### Problem requirements
Each record must be written out again exactly. Skip any picture it contains.
═════ Extracted material
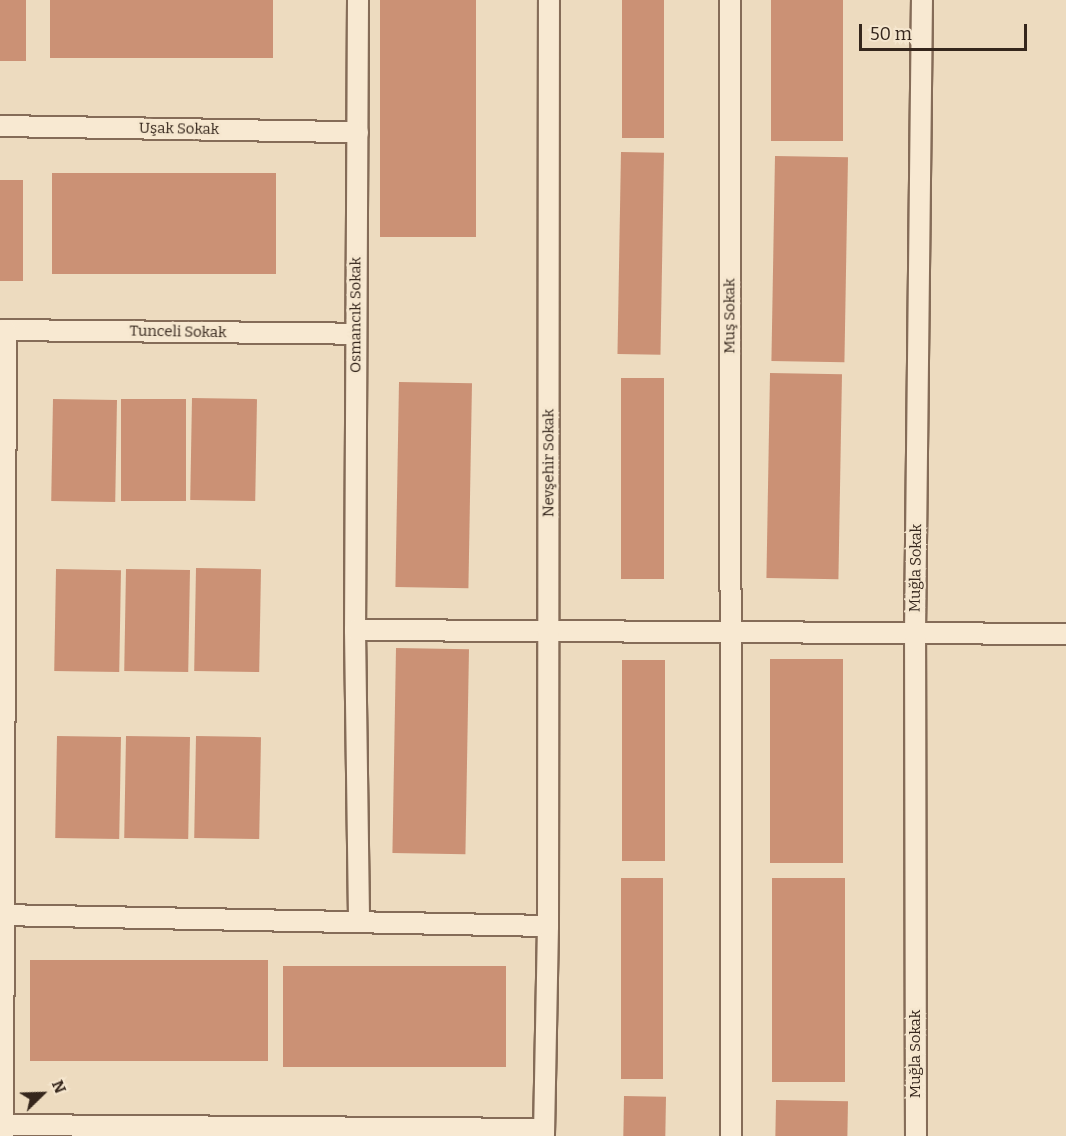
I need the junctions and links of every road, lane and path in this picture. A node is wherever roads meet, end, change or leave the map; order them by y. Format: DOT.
graph roads {
  1 [pos="358,0"];
  2 [pos="549,0"];
  3 [pos="730,0"];
  4 [pos="922,0"];
  5 [pos="0,126"];
  6 [pos="358,132"];
  7 [pos="3,330"];
  8 [pos="356,334"];
  9 [pos="2,630"];
  10 [pos="355,630"];
  11 [pos="549,632"];
  12 [pos="730,633"];
  13 [pos="915,634"];
  14 [pos="1066,634"];
  15 [pos="1,915"];
  16 [pos="359,920"];
  17 [pos="548,926"];
  18 [pos="3,1131"];
  19 [pos="544,1132"];
  20 [pos="731,1136"];
  21 [pos="916,1136"];
  1 -- 6 [label="street, Osmancık Sokak"];
  2 -- 11 [label="street, Nevşehir Sokak"];
  3 -- 12 [label="street, Muş Sokak"];
  4 -- 13 [label="street, Muğla Sokak"];
  5 -- 6 [label="street, Uşak Sokak"];
  6 -- 8 [label="street, Osmancık Sokak"];
  7 -- 8 [label="street, Tunceli Sokak"];
  7 -- 9 [label="street"];
  8 -- 10 [label="street, Osmancık Sokak"];
  9 -- 15 [label="street"];
  10 -- 11 [label="street"];
  10 -- 16 [label="street, Osmancık Sokak"];
  11 -- 12 [label="street"];
  11 -- 17 [label="street, Nevşehir Sokak"];
  12 -- 13 [label="street"];
  12 -- 20 [label="street, Muş Sokak"];
  13 -- 14 [label="street"];
  13 -- 21 [label="street, Muğla Sokak"];
  15 -- 16 [label="street"];
  15 -- 18 [label="street"];
  16 -- 17 [label="street"];
  17 -- 19 [label="street, Nevşehir Sokak"];
  18 -- 19 [label="street"];
}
══════════
### Solved exercise
I need the junctions and links of every road, lane and path in this picture. A node is wherever roads meet, end, change or leave the map; order them by y. Format: DOT.
graph roads {
  1 [pos="358,0"];
  2 [pos="549,0"];
  3 [pos="730,0"];
  4 [pos="922,0"];
  5 [pos="0,126"];
  6 [pos="358,132"];
  7 [pos="3,330"];
  8 [pos="356,334"];
  9 [pos="2,630"];
  10 [pos="355,630"];
  11 [pos="549,632"];
  12 [pos="730,633"];
  13 [pos="915,634"];
  14 [pos="1066,634"];
  15 [pos="1,915"];
  16 [pos="359,920"];
  17 [pos="548,926"];
  18 [pos="3,1131"];
  19 [pos="544,1132"];
  20 [pos="731,1136"];
  21 [pos="916,1136"];
  1 -- 6 [label="street, Osmancık Sokak"];
  2 -- 11 [label="street, Nevşehir Sokak"];
  3 -- 12 [label="street, Muş Sokak"];
  4 -- 13 [label="street, Muğla Sokak"];
  5 -- 6 [label="street, Uşak Sokak"];
  6 -- 8 [label="street, Osmancık Sokak"];
  7 -- 8 [label="street, Tunceli Sokak"];
  7 -- 9 [label="street"];
  8 -- 10 [label="street, Osmancık Sokak"];
  9 -- 15 [label="street"];
  10 -- 11 [label="street"];
  10 -- 16 [label="street, Osmancık Sokak"];
  11 -- 12 [label="street"];
  11 -- 17 [label="street, Nevşehir Sokak"];
  12 -- 13 [label="street"];
  12 -- 20 [label="street, Muş Sokak"];
  13 -- 14 [label="street"];
  13 -- 21 [label="street, Muğla Sokak"];
  15 -- 16 [label="street"];
  15 -- 18 [label="street"];
  16 -- 17 [label="street"];
  17 -- 19 [label="street, Nevşehir Sokak"];
  18 -- 19 [label="street"];
}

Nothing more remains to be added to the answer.